What to do:
Copy every record word for word. The images stay behind.

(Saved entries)
==================================================

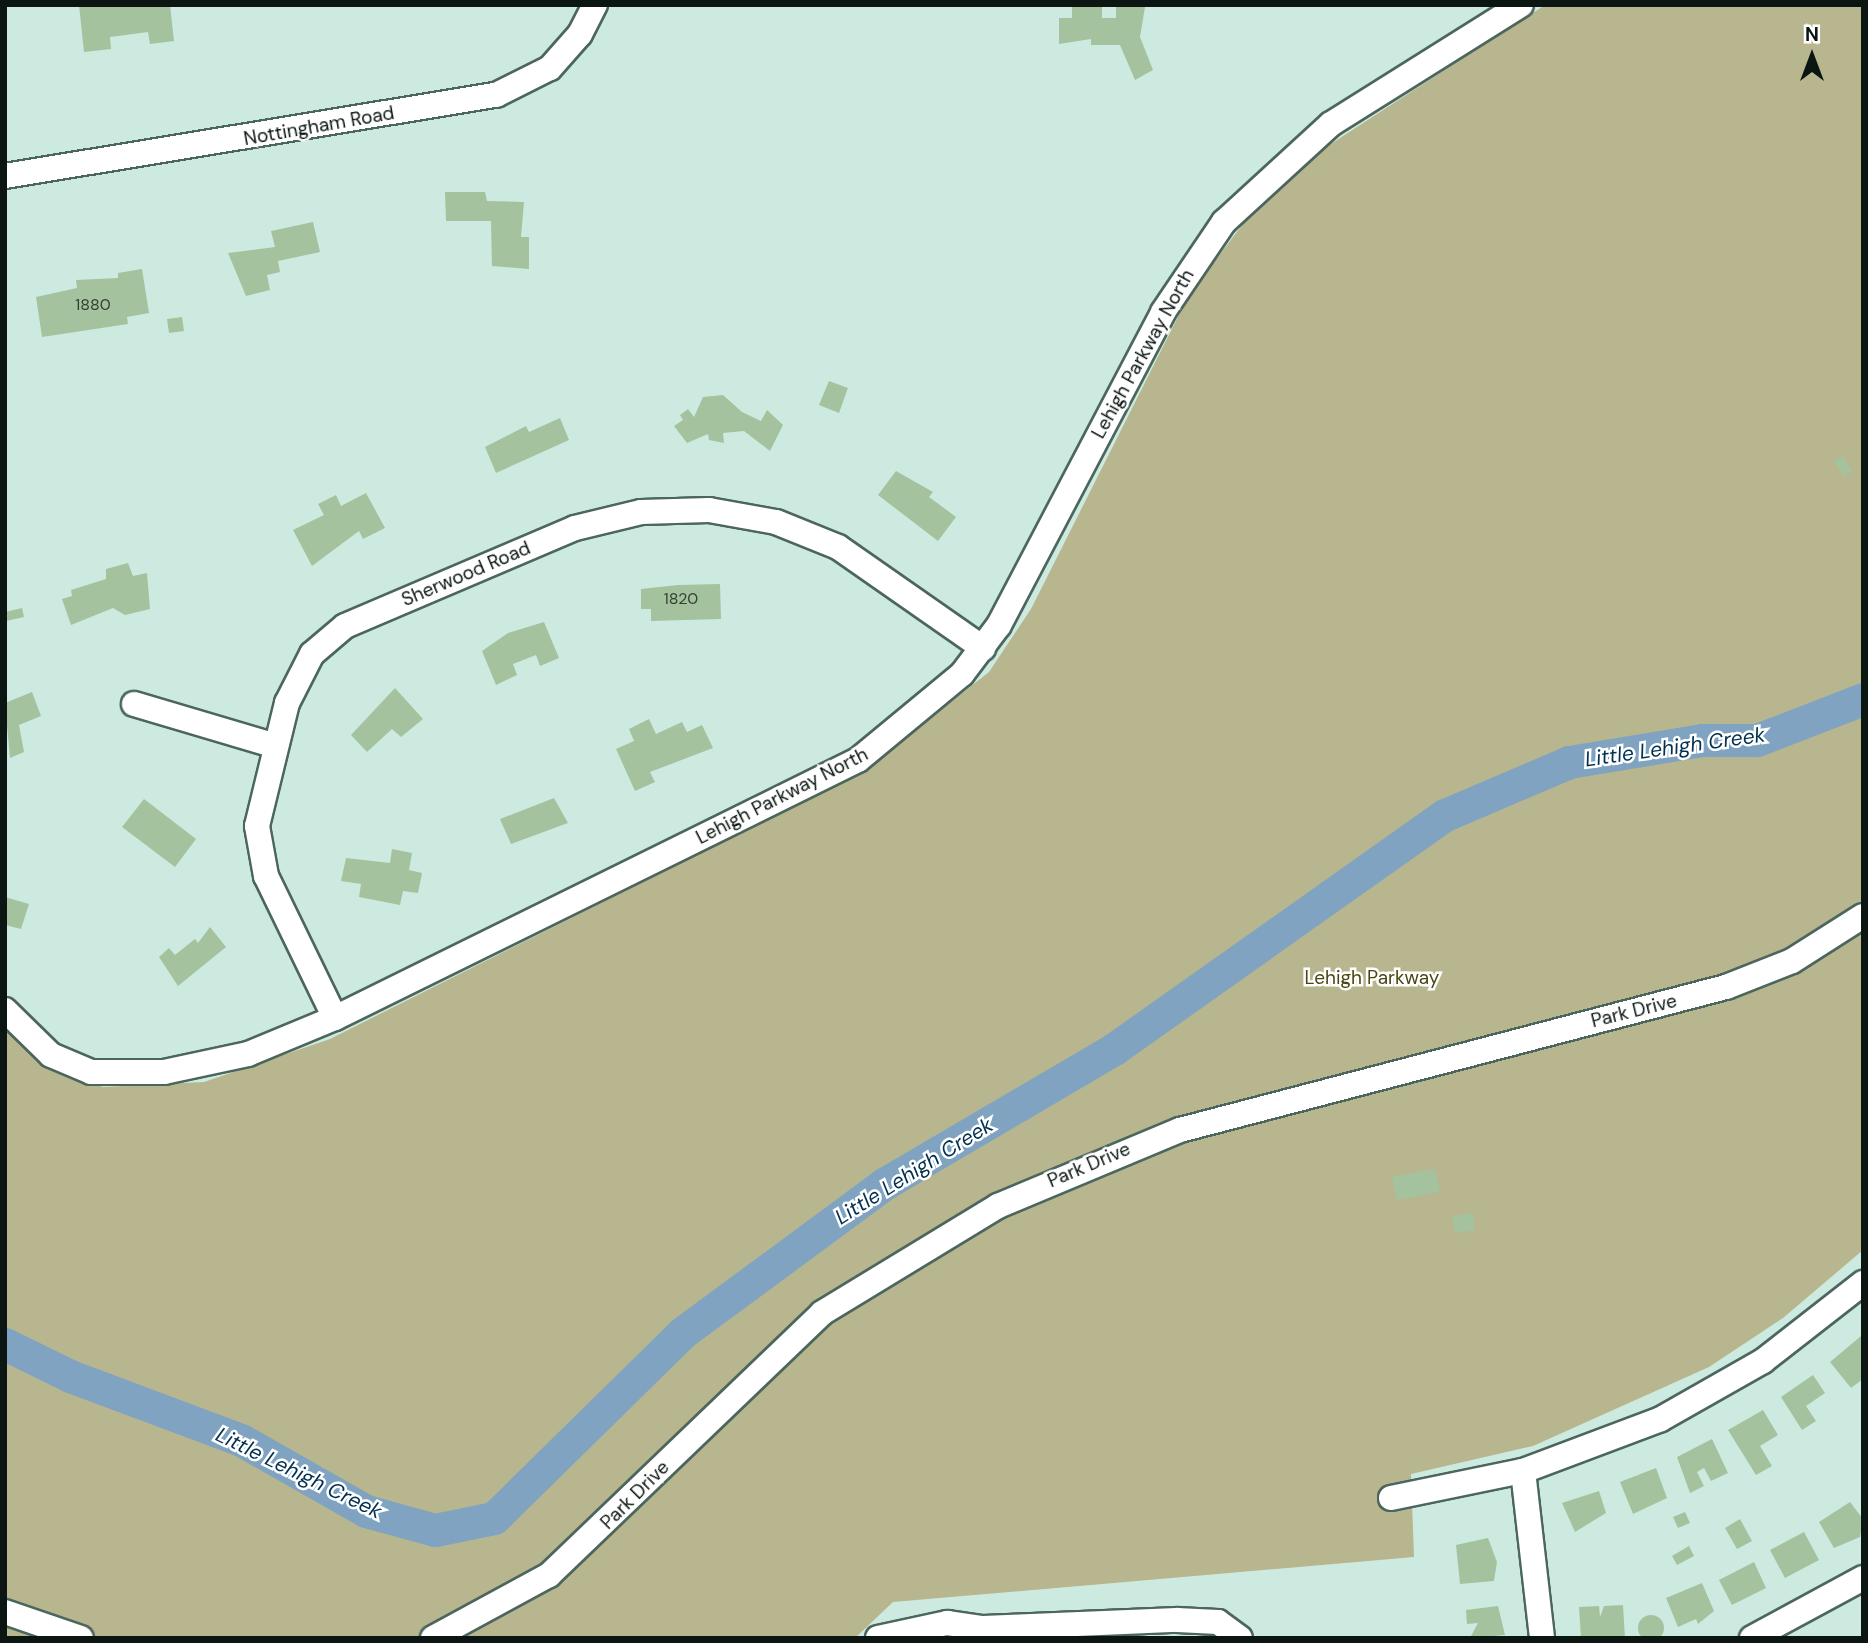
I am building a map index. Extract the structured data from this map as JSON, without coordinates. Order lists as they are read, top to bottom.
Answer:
{
  "streets": {
    "street": [
      "Nottingham Road",
      "Lehigh Parkway North",
      "Sherwood Road",
      "Park Drive"
    ]
  },
  "crossings": [
    ["Lehigh Parkway North", "Sherwood Road"]
  ],
  "water": ["Little Lehigh Creek"],
  "parks": ["Lehigh Parkway"],
  "house_numbers": ["1880", "1820"],
  "north": "top"
}
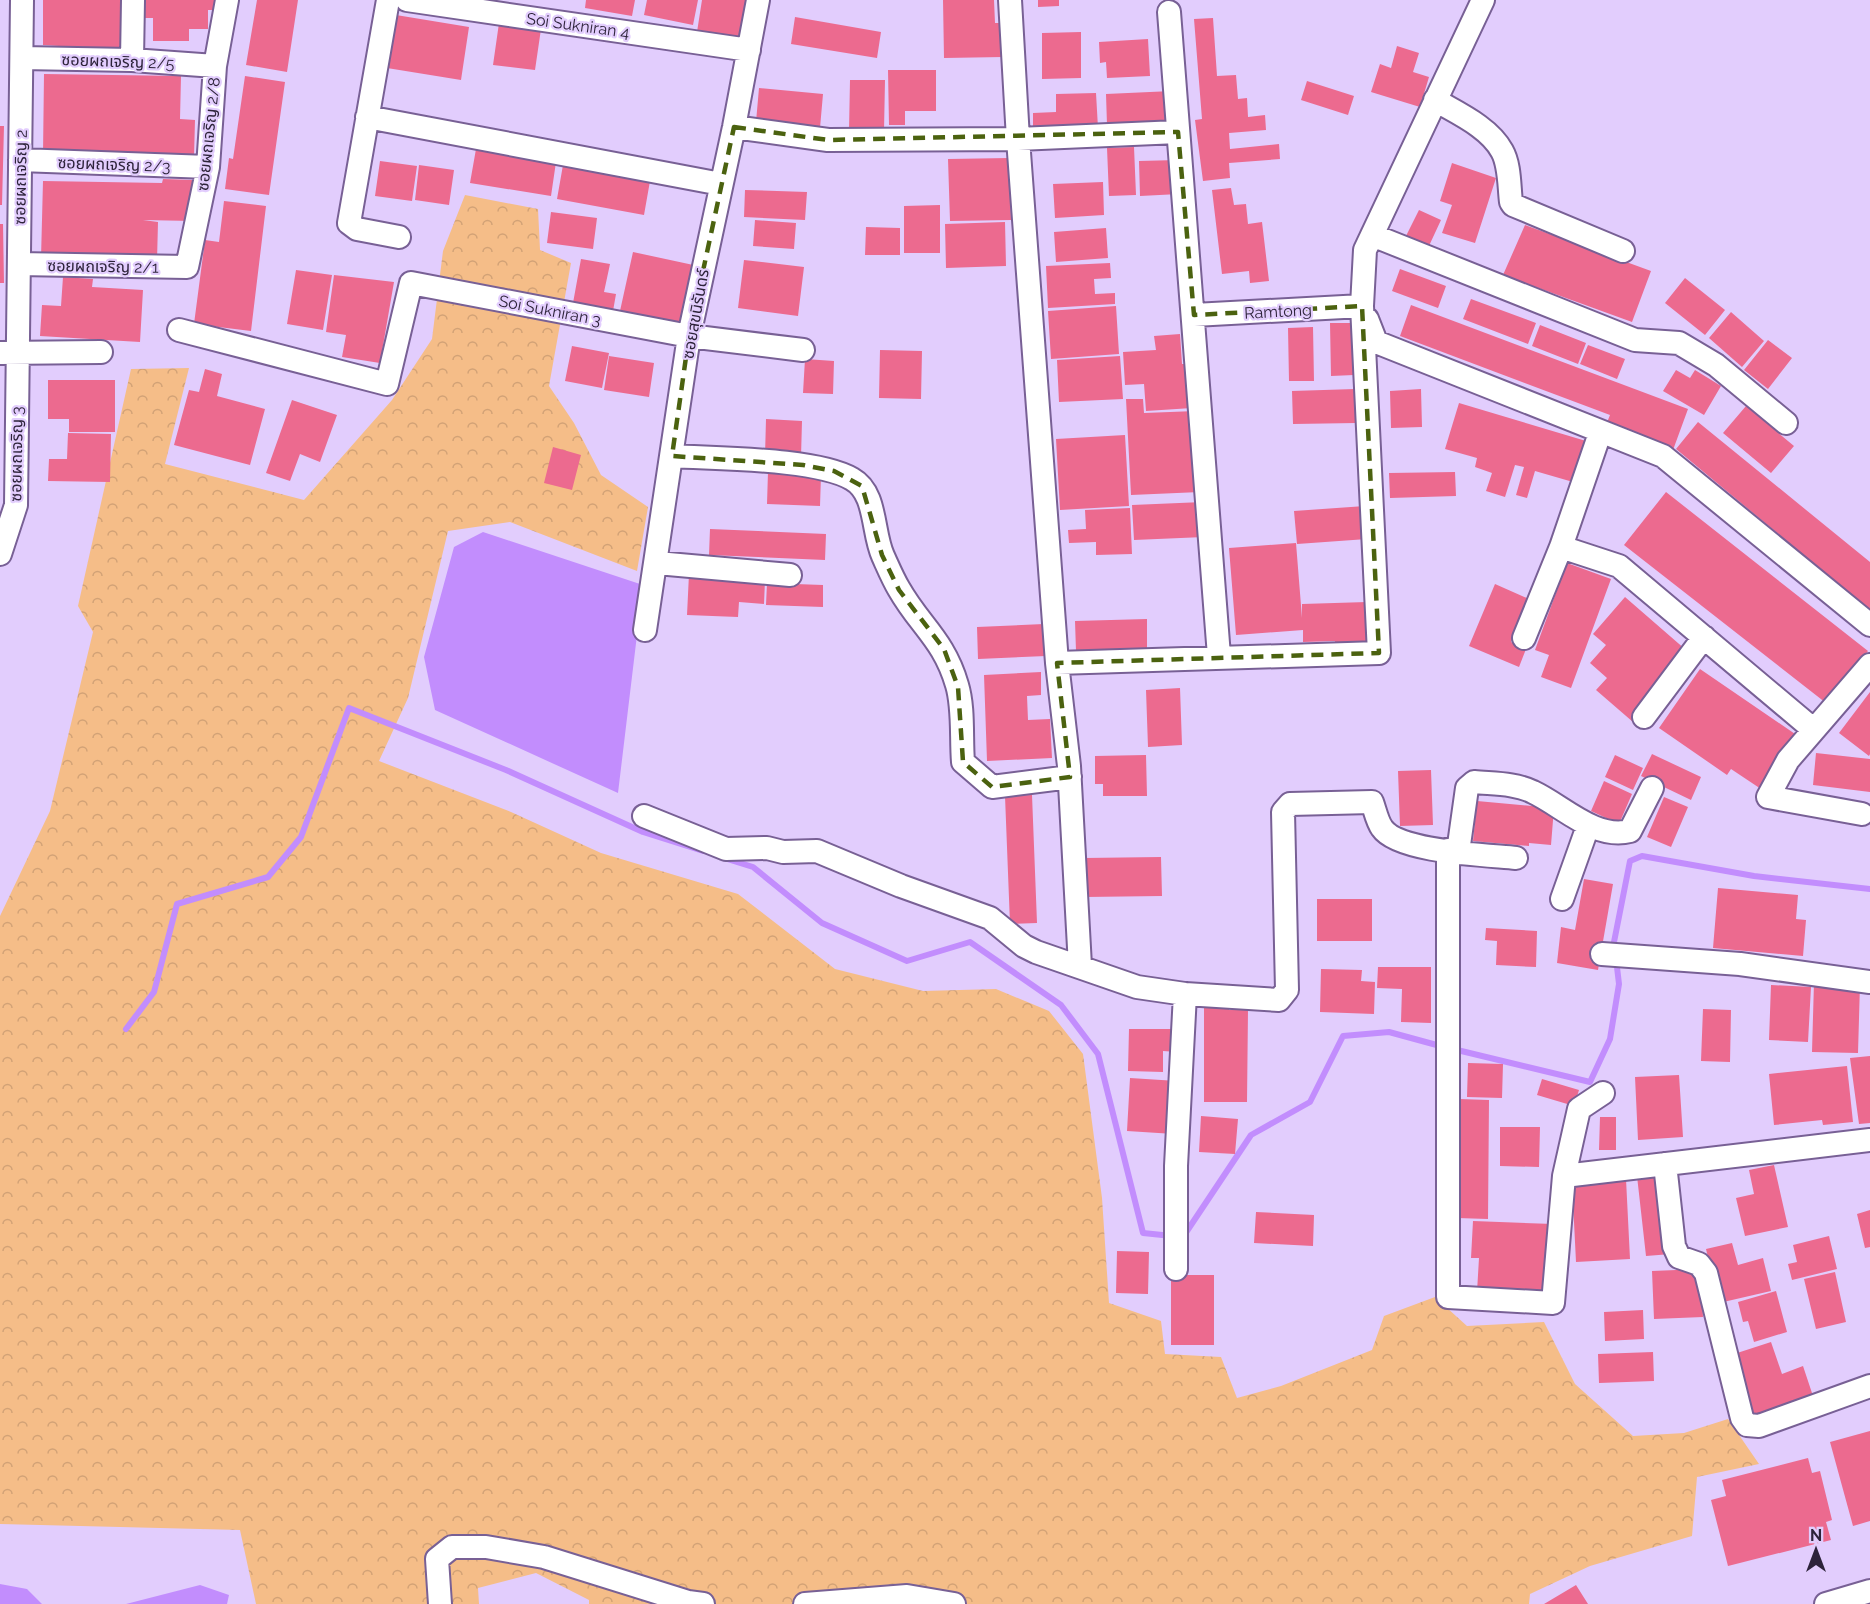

==================================================

Exercise response:
I am building a map index. Extract the structured data from this map as JSON, without coordinates. Order lists as they are read, top to bottom.
Answer:
{
  "streets": {
    "street": [
      "Nottingham Road",
      "Lehigh Parkway North",
      "Sherwood Road",
      "Park Drive"
    ]
  },
  "crossings": [
    ["Lehigh Parkway North", "Sherwood Road"]
  ],
  "water": ["Little Lehigh Creek"],
  "parks": ["Lehigh Parkway"],
  "house_numbers": ["1880", "1820"],
  "north": "top"
}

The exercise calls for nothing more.